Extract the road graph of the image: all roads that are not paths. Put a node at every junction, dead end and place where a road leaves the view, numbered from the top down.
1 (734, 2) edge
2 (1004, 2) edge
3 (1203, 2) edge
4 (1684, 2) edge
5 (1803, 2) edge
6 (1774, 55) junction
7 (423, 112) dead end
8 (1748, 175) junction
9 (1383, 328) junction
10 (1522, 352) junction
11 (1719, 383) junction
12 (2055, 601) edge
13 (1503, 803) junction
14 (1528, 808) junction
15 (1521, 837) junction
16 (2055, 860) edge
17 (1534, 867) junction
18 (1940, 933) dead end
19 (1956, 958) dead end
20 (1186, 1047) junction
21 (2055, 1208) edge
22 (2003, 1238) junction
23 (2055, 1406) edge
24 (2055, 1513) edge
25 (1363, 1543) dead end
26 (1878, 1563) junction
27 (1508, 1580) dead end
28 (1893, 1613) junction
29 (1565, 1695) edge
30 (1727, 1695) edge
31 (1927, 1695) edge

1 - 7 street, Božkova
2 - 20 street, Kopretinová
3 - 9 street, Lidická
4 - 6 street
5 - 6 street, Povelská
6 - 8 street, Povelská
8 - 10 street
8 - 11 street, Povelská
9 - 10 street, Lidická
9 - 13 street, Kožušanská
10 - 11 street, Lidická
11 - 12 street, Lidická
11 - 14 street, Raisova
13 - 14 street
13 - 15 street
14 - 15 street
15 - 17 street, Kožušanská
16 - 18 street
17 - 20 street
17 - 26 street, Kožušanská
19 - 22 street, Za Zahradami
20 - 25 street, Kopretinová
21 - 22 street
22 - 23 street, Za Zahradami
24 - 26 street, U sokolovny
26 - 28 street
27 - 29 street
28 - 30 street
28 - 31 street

→ Assigned task
Filter the data down to the lines that contain the string "dead", and copy them.

→ Task answer
Extract the road graph of the image: all roads that are not paths. Put a node at every junction, dead end and place where a road leaves the view, numbered from the top down.
7 (423, 112) dead end
18 (1940, 933) dead end
19 (1956, 958) dead end
25 (1363, 1543) dead end
27 (1508, 1580) dead end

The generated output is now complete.